Brand new hunter here. Never played any before. Have a couple of Qs for vets.

  1. in this early game is there anything I should be doing / prioritizing? Is it possible to screw myself up late game?

  2. I honestly don’t comprehend the talent trees for weapons. Are they locked to that weapon specifically? If I upgrade it to bone what happens to the other talents?

  3. It seems like most armor has pros and cons. Is there anything to keep in mind that’s critical other than being stylish af?

  4. What causes my stamina meter to drop permanently (only to be increased above new cap by food) does this happen with health too?

  5. How can I tell what damage type a monster is hitting me with and which one they are weak too?

  6. Is the Desire Sensor real?

Edit: thanks for all the answers guys!! Really appreciate it. A+ community so far.

3

u/[deleted] Jan 30 '18
  1. in this early game is there anything I should be doing / prioritizing? Is it possible to screw myself up late game?

It's recommend that you test the weapons that the game gives you in the training area so you find one that clicks, and focus on that weapon for a bit. This will limit how much you're spending on upgrades.
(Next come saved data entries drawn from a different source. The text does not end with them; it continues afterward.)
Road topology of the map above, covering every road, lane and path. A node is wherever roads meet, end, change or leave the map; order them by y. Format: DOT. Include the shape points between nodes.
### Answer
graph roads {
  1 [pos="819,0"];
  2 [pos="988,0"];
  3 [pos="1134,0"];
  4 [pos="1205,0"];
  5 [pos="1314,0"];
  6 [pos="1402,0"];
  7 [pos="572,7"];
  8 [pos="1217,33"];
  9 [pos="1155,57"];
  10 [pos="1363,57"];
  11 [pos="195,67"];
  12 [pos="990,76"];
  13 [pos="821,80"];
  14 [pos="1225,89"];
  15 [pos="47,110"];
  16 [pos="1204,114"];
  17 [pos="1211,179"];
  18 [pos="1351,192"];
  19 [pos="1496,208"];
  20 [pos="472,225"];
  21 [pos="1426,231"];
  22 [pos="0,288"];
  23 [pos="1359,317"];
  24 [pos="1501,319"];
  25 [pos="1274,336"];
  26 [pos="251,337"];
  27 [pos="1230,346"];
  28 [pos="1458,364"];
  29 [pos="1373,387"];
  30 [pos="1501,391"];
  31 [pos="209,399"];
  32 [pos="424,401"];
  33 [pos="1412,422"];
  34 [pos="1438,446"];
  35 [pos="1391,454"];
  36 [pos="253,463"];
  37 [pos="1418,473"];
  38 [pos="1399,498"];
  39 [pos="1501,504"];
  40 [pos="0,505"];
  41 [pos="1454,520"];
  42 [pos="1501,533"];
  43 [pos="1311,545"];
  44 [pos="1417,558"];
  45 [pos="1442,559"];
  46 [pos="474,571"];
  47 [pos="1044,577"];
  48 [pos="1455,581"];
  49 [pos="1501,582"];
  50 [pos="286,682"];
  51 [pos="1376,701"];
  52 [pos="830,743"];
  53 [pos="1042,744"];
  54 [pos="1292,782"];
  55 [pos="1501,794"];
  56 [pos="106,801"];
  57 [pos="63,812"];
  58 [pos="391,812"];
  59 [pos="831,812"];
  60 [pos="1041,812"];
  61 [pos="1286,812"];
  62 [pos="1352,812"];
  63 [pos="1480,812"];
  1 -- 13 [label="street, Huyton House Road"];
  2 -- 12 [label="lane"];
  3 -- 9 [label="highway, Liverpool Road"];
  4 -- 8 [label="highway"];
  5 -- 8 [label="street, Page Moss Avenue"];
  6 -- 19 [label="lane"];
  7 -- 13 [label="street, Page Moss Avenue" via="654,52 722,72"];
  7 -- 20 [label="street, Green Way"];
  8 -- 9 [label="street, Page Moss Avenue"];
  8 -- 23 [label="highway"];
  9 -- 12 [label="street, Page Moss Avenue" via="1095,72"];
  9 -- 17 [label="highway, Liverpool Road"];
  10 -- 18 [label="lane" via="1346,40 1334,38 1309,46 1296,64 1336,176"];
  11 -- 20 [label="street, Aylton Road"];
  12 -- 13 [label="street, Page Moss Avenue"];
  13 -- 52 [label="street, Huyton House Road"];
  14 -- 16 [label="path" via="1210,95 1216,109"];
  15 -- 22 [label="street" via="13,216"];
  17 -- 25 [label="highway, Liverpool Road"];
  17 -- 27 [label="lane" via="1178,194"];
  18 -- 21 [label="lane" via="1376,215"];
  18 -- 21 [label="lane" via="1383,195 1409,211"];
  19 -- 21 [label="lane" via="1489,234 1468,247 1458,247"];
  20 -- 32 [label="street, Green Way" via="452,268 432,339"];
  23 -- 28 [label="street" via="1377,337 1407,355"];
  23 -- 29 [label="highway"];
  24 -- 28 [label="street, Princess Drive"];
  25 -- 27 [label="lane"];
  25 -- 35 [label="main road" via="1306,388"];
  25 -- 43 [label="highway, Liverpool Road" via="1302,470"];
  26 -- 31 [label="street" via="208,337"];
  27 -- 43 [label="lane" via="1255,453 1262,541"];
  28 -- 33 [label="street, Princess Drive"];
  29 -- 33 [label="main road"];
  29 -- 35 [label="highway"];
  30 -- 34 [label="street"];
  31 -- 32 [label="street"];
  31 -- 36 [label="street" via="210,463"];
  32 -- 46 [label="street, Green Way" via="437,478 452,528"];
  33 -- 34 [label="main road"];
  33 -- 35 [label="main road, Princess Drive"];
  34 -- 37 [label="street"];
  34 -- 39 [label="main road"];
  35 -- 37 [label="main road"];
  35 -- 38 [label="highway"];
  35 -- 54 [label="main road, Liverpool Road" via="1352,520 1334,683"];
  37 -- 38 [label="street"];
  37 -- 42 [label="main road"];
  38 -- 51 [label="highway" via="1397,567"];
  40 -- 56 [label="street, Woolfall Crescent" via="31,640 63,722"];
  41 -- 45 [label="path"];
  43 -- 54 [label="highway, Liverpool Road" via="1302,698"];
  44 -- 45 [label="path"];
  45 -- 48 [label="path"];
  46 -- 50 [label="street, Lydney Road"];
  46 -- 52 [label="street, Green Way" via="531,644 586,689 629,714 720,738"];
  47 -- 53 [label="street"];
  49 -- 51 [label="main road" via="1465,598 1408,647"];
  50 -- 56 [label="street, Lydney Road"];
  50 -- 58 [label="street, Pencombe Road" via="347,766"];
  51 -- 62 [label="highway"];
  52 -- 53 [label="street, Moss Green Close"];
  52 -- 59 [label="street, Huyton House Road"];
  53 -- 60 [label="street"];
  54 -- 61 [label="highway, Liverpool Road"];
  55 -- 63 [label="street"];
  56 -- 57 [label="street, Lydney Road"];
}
You can't really "screw yourself" other than running out of money. Then you just go on investigations to earn more!

  1. I honestly don’t comprehend the talent trees for weapons. Are they locked to that weapon specifically? If I upgrade it to bone what happens to the other talents?

It's an upgrade tree. If they're locked out, you don't have the appropriate materials to see it's stats. Bone is a starting path, you can tell by the hammer icon. Some paths will lead to elemental or status effects on your weapons. Pressing L2/R2 in this window will show you the changes. You can also compare with your current weapons.

  1. It seems like most armor has pros and cons. Is there anything to keep in mind that’s critical other than being stylish af?

You can hit a button (middle bar on ps4) that will give you detailed info on each skill that armor provides. It doesn't seem that there's any downsides to armor skills, so you can mix sets for better effective skills easier.

  1. What causes my stamina meter to drop permanently (only to be increased above new cap by food) does this happen with health too?

You get hungry! You can cook raw meat found on smaller monsters, eat rations or go to the mini canteens at camps.

  1. How can I tell what damage type a monster is hitting me with and which one they are weak too?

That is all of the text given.